A. Erasing Zeroes
time limit per test1 second
memory limit per test256 megabytes
inputstandard input
outputstandard output
You are given a string s. Each character is either 0 or 1.

You want all 1’s in the string to form a contiguous subsegment. For example, if the string is 0, 1, 00111 or 01111100, then all 1’s form a contiguous subsegment, and if the string is 0101, 100001 or 11111111111101, then this condition is not met.

You may erase some (possibly none) 0’s from the string. What is the minimum number of 0’s that you have to erase?

Input
The first line contains one integer t (1≤t≤100) — the number of test cases.

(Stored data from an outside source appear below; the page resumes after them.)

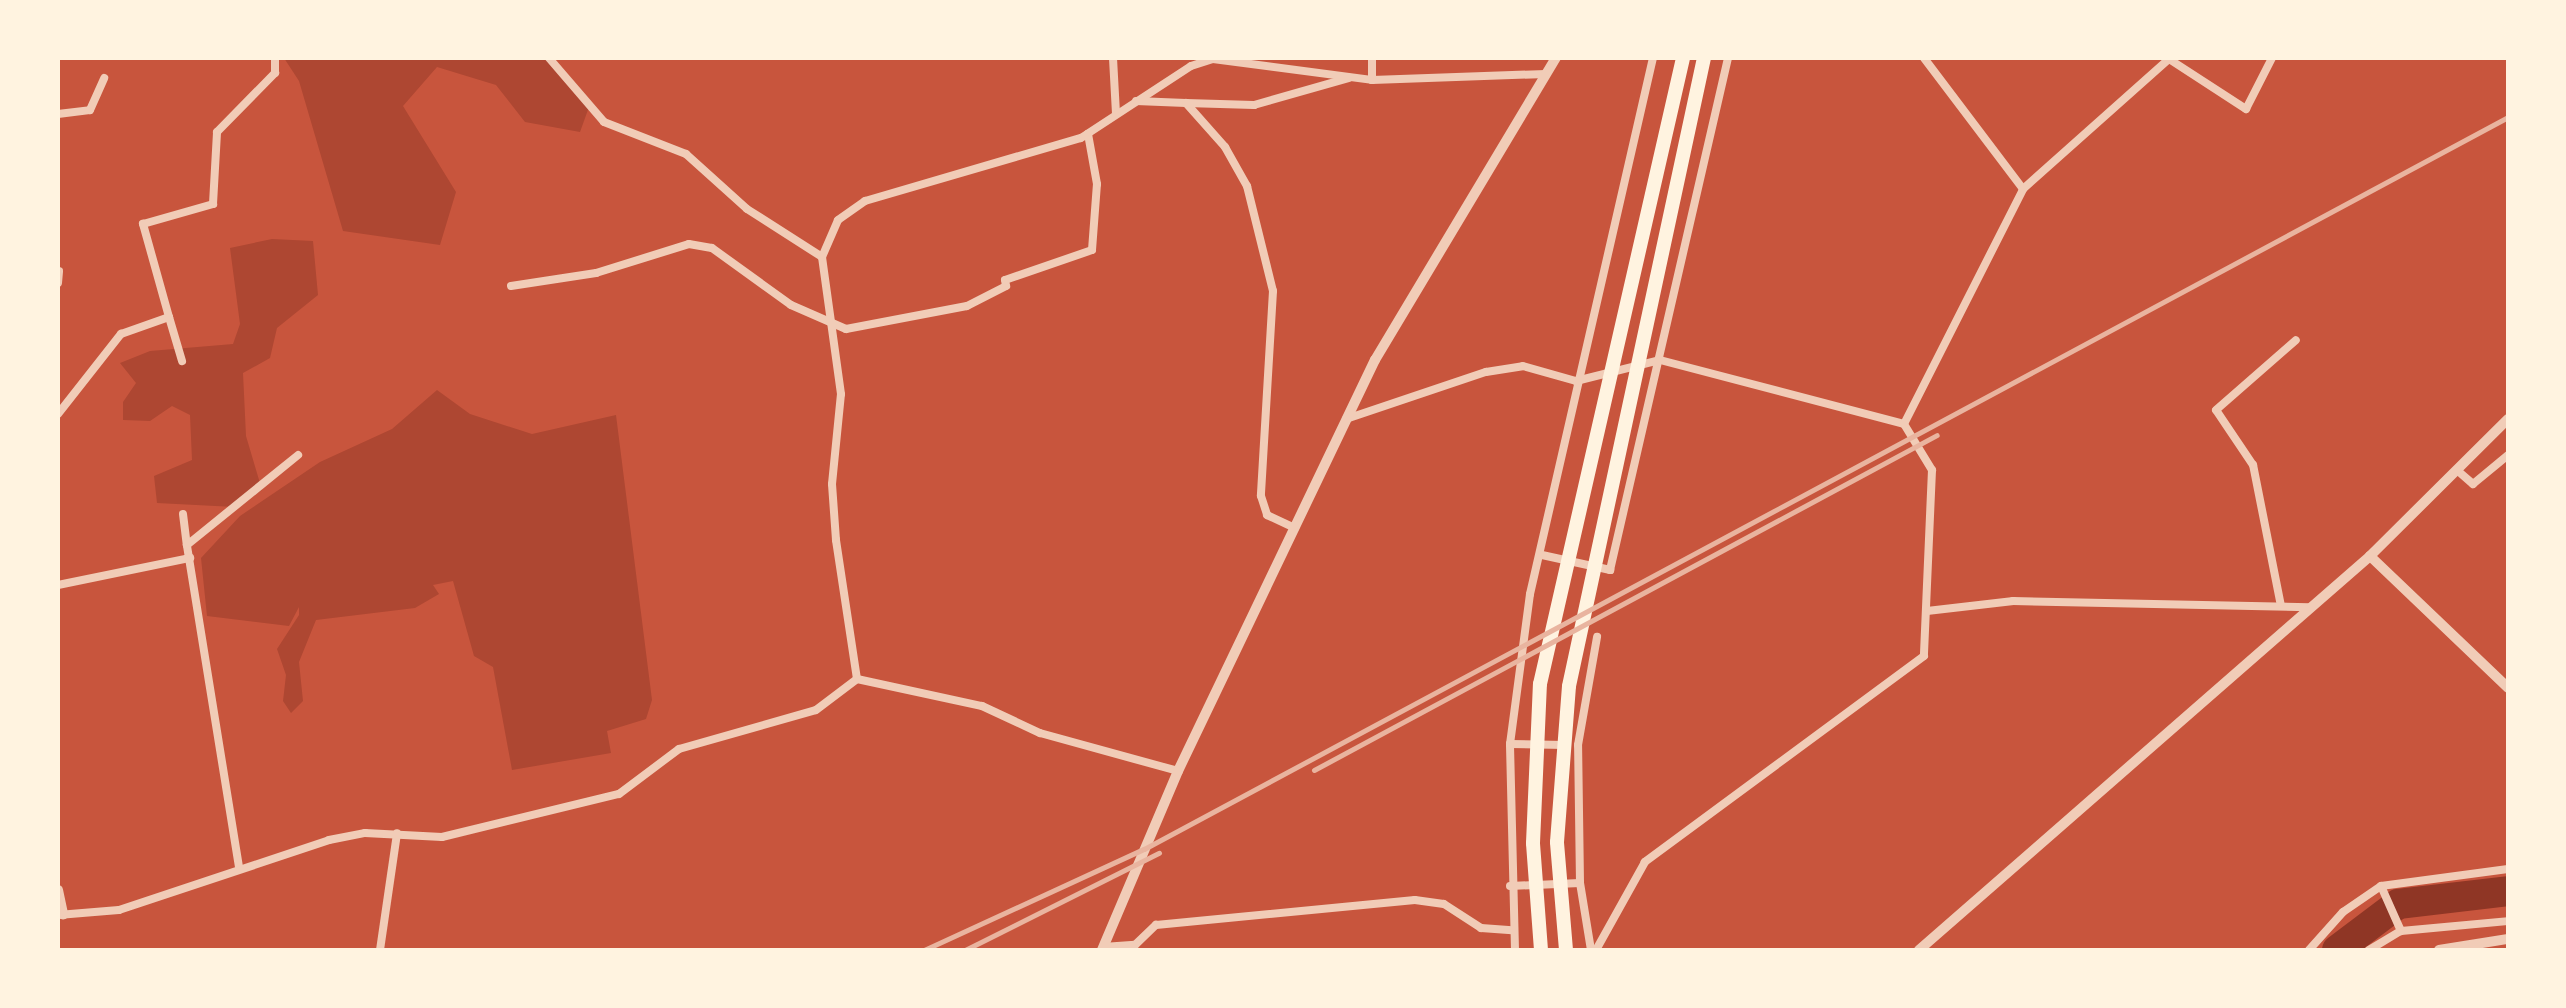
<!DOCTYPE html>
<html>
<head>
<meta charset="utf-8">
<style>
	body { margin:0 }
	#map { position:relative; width:2566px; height:1008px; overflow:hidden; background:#c8553d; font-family:"Golos Text",sans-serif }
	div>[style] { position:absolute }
	.green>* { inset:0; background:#ae4732 }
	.river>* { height:30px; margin:-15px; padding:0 15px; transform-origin:15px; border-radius:15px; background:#8f3625 }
	.minor>* { height:8px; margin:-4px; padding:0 4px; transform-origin:4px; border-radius:4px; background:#f1ccb7 }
	.tertiary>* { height:10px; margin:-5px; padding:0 5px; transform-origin:5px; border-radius:5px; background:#f1ccb7 }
	.trunk>* { height:14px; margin:-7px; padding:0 7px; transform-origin:7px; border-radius:7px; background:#fff3e0 }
	.rail>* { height:5px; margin:-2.5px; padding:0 2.5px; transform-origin:2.5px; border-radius:2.5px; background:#e9b49f }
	span { translate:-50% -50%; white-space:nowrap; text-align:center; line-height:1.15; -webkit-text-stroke:7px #fff3e0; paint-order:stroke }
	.frame { position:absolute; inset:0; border:60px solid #fff3e0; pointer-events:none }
</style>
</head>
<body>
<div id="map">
	<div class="green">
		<div style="clip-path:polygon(284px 58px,551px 58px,589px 107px,580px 132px,525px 122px,496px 85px,437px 67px,403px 106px,456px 192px,440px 245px,343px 231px,299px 81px)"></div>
		<div style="clip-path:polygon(272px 239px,313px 241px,318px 295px,277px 328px,270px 358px,243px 373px,246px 436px,262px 490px,235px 507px,157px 503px,154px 476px,192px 460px,190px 415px,172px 406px,150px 421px,123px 420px,123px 402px,136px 383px,120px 363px,150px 351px,233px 344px,240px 324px,230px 248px)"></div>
		<div style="clip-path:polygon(437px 390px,470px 414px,532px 434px,616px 415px,652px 700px,646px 719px,607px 731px,611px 753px,512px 770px,493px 667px,474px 656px,453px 581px,433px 585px,439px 594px,415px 608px,316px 620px,299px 662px,303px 701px,291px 713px,283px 701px,286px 675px,277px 649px,299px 615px,299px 607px,289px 626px,207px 616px,201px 558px,240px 516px,320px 462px,392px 429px)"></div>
	</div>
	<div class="river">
		<div style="left:2337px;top:950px;width:76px;rotate:-37deg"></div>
		<div style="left:2398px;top:904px;width:111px;rotate:-6.7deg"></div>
	</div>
	<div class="minor">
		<div style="left:549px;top:58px;width:84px;rotate:49.3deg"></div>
		<div style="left:604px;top:122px;width:88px;rotate:21.3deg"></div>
		<div style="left:686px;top:154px;width:82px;rotate:42deg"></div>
		<div style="left:747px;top:209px;width:89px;rotate:32.6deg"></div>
		<div style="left:1113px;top:58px;width:56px;rotate:86.9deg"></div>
		<div style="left:1372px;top:58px;width:22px;rotate:90deg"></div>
		<div style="left:1924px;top:58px;width:164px;rotate:52.9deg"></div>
		<div style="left:1136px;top:101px;width:50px;rotate:2.3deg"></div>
		<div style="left:1186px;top:103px;width:59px;rotate:48.4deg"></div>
		<div style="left:1225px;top:147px;width:45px;rotate:60.6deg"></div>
		<div style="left:1247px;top:186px;width:108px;rotate:76.1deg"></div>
		<div style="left:1273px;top:291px;width:205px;rotate:93.4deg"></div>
		<div style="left:1261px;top:496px;width:20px;rotate:72deg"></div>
		<div style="left:1267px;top:515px;width:31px;rotate:25deg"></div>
		<div style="left:1186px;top:103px;width:68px;rotate:1.7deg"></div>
		<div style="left:1254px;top:105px;width:99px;rotate:-15.9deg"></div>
		<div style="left:58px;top:114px;width:32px;rotate:-7deg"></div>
		<div style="left:90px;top:110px;width:35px;rotate:-66deg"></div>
		<div style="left:58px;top:283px;width:12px;rotate:-85deg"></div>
		<div style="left:511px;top:286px;width:86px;rotate:-8.7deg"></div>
		<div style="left:596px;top:273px;width:97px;rotate:-17.3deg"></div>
		<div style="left:689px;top:244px;width:23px;rotate:10deg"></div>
		<div style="left:712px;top:248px;width:97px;rotate:35.8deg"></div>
		<div style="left:791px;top:305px;width:60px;rotate:23.6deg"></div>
		<div style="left:846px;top:329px;width:123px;rotate:-10.8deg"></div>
		<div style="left:967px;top:306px;width:44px;rotate:-27.1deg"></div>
		<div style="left:1006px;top:286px;width:6px;rotate:-99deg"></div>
		<div style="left:1005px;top:280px;width:92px;rotate:-19deg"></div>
		<div style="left:1092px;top:250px;width:66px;rotate:-85.7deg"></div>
		<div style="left:1097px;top:184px;width:51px;rotate:-100.2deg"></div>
		<div style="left:169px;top:317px;width:46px;rotate:73.5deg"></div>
		<div style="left:58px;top:414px;width:102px;rotate:-51.8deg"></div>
		<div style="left:121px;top:334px;width:51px;rotate:-19.5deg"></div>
		<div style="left:169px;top:317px;width:97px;rotate:-105.6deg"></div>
		<div style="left:143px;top:224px;width:73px;rotate:-15.9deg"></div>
		<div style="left:213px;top:204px;width:72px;rotate:-86.8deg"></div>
		<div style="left:217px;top:132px;width:83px;rotate:-45.5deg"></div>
		<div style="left:275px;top:73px;width:15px;rotate:-90deg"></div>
		<div style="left:1346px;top:419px;width:148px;rotate:-18.6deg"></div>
		<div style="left:1486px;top:372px;width:37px;rotate:-9deg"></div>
		<div style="left:1523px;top:366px;width:55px;rotate:15.8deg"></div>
		<div style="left:1576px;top:381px;width:87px;rotate:-14deg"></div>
		<div style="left:1660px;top:360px;width:252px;rotate:14.7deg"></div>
		<div style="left:1904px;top:424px;width:54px;rotate:58.7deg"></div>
		<div style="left:1932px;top:470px;width:186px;rotate:92.5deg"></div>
		<div style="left:1924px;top:656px;width:347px;rotate:143.6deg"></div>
		<div style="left:1645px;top:862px;width:101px;rotate:119.1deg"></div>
		<div style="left:1904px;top:424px;width:263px;rotate:-63.1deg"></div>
		<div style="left:2023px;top:189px;width:195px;rotate:-41.7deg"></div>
		<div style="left:2169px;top:59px;width:92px;rotate:33deg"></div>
		<div style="left:2246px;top:109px;width:57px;rotate:-63deg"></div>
		<div style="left:2458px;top:471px;width:20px;rotate:41deg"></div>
		<div style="left:2473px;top:484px;width:45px;rotate:-39.6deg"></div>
		<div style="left:183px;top:514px;width:31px;rotate:83deg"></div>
		<div style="left:1542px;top:555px;width:70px;rotate:12.4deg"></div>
		<div style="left:1610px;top:570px;width:525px;rotate:-77.02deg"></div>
		<div style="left:58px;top:585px;width:135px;rotate:-11.6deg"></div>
		<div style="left:2281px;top:606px;width:144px;rotate:-101.2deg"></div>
		<div style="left:2253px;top:465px;width:66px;rotate:-123.9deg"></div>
		<div style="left:2216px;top:410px;width:106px;rotate:-41.2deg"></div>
		<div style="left:1927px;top:611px;width:87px;rotate:-6.6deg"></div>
		<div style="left:2013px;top:601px;width:296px;rotate:1.2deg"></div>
		<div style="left:857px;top:679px;width:141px;rotate:-98.6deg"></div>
		<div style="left:836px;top:540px;width:56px;rotate:-94.1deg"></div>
		<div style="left:832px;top:484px;width:90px;rotate:-84.3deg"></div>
		<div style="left:841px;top:394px;width:138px;rotate:-97.9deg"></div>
		<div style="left:822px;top:257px;width:40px;rotate:-66.6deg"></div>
		<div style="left:838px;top:220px;width:33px;rotate:-35deg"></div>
		<div style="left:865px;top:201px;width:225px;rotate:-16.3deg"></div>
		<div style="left:1081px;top:138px;width:131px;rotate:-33.2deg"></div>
		<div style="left:1191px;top:66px;width:23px;rotate:-18deg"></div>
		<div style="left:1213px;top:59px;width:160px;rotate:7.5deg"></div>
		<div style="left:1372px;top:80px;width:174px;rotate:-2deg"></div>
		<div style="left:1510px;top:744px;width:55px;rotate:1deg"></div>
		<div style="left:239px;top:867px;width:326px;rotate:-99.2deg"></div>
		<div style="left:187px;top:545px;width:143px;rotate:-39deg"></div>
		<div style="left:1510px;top:886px;width:70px;rotate:-2.5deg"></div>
		<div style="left:58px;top:915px;width:61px;rotate:-4.7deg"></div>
		<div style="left:119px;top:910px;width:221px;rotate:-18.4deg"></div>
		<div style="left:329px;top:840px;width:37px;rotate:-11deg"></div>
		<div style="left:365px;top:833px;width:77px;rotate:3deg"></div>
		<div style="left:442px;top:837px;width:182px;rotate:-13.7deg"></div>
		<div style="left:619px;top:794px;width:75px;rotate:-36.9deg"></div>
		<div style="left:679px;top:749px;width:142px;rotate:-15.9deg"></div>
		<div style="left:816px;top:710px;width:51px;rotate:-37.1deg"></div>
		<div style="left:857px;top:679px;width:128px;rotate:12.2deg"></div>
		<div style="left:982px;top:706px;width:64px;rotate:25deg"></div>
		<div style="left:1040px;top:733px;width:143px;rotate:15.4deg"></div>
		<div style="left:2401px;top:931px;width:107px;rotate:-5.3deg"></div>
		<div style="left:1103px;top:947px;width:32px;rotate:-4deg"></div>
		<div style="left:1135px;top:945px;width:29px;rotate:-44deg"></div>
		<div style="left:1156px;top:925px;width:260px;rotate:-5.5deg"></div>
		<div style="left:1415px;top:900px;width:29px;rotate:8deg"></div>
		<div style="left:1444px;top:904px;width:44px;rotate:33deg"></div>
		<div style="left:1481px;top:928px;width:31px;rotate:4deg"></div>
		<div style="left:380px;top:950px;width:118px;rotate:-81.7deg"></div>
		<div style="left:1515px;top:950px;width:206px;rotate:-91.4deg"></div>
		<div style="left:1510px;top:744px;width:151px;rotate:-82.4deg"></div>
		<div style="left:1530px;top:594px;width:550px;rotate:-77.08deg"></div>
		<div style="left:1591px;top:950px;width:68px;rotate:-99.3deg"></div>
		<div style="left:1580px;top:883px;width:138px;rotate:-90.8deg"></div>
		<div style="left:1578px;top:745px;width:110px;rotate:-80deg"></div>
		<div style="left:2309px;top:950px;width:51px;rotate:-48.2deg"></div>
		<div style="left:2343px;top:912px;width:46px;rotate:-34.4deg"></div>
		<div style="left:2381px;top:886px;width:128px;rotate:-7.6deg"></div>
		<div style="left:2369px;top:950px;width:37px;rotate:-31deg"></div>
		<div style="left:2401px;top:931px;width:49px;rotate:-114deg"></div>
	</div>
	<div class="tertiary">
		<div style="left:2370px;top:556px;width:191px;rotate:43.7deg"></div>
		<div style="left:58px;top:890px;width:25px;rotate:78deg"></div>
		<div style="left:1102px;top:950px;width:194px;rotate:-67deg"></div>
		<div style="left:1178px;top:771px;width:456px;rotate:-64.4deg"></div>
		<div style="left:1375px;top:360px;width:352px;rotate:-59.1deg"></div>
		<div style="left:1919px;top:950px;width:599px;rotate:-41.14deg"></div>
		<div style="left:2370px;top:556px;width:194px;rotate:-44.8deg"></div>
		<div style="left:2439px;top:950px;width:70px;rotate:-9.1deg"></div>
	</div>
	<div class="trunk">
		<div style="left:1541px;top:950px;width:107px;rotate:-94.3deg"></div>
		<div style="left:1533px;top:843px;width:159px;rotate:-87.5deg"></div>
		<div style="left:1540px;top:684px;width:642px;rotate:-77.13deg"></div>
		<div style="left:1566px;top:950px;width:108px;rotate:-94.8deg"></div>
		<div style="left:1557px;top:842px;width:156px;rotate:-85.6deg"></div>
		<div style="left:1569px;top:686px;width:642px;rotate:-77.87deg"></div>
	</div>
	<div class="rail">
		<div style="left:1314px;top:770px;width:707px;rotate:-28.27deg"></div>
		<div style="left:924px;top:950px;width:242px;rotate:-24.7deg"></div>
		<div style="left:1144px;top:849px;width:1548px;rotate:-28.22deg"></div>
		<div style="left:965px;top:950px;width:217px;rotate:-26.6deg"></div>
	</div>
	<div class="frame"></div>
</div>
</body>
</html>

Then t lines follow, each representing a test case. Each line contains one string s (1≤|s|≤100); each character of s is either 0 or 1.

Output
Print t integers, where the i-th integer is the answer to the i-th testcase (the minimum number of 0’s that you have to erase from s).

Example
inputCopy
3
010011
0
1111000
outputCopy
2
0
0
Note
In the first test case you have to delete the third and forth symbols from string 010011 (it turns into 0111).

题意:一个01串,让所有的1都连续在一起,问你要消除多少个0

思路:记录第一个1的位置,除去第一个1以外最后一个1的位置,以及1的个数,
这样 last-first+1 就是第一个1和最后一个1之间的区间长度,所有的1都在里面,减去1的个数 就是要删去的0的个数 当然 如果1的个数没有 或者只有一个 就直接输出0

#include<bits/stdc++.h>
using namespace std;
typedef long long ll;
#define me(a,x) memset(a,x,sizeof a)
#define pb(a) push_back(a)
#define pa pair<int,int>
#define fi first
#define se second
int main()
{
    int t;
    cin>>t;
    while(t--)
    {

        string s;cin>>s;
        int len=s.size();
        int first=-1,last=-1;
        int one=0;
        for(int i=0;i<len;i++){

            if(first==-1)
            {
                if(s[i]=='1') first=i,one++;
            }
            else if(s[i]=='1') last=i,one++;
        }
        if(one<=1) puts("0");
        else cout<<last-first+1-one<<endl;
    }

    return 0;
}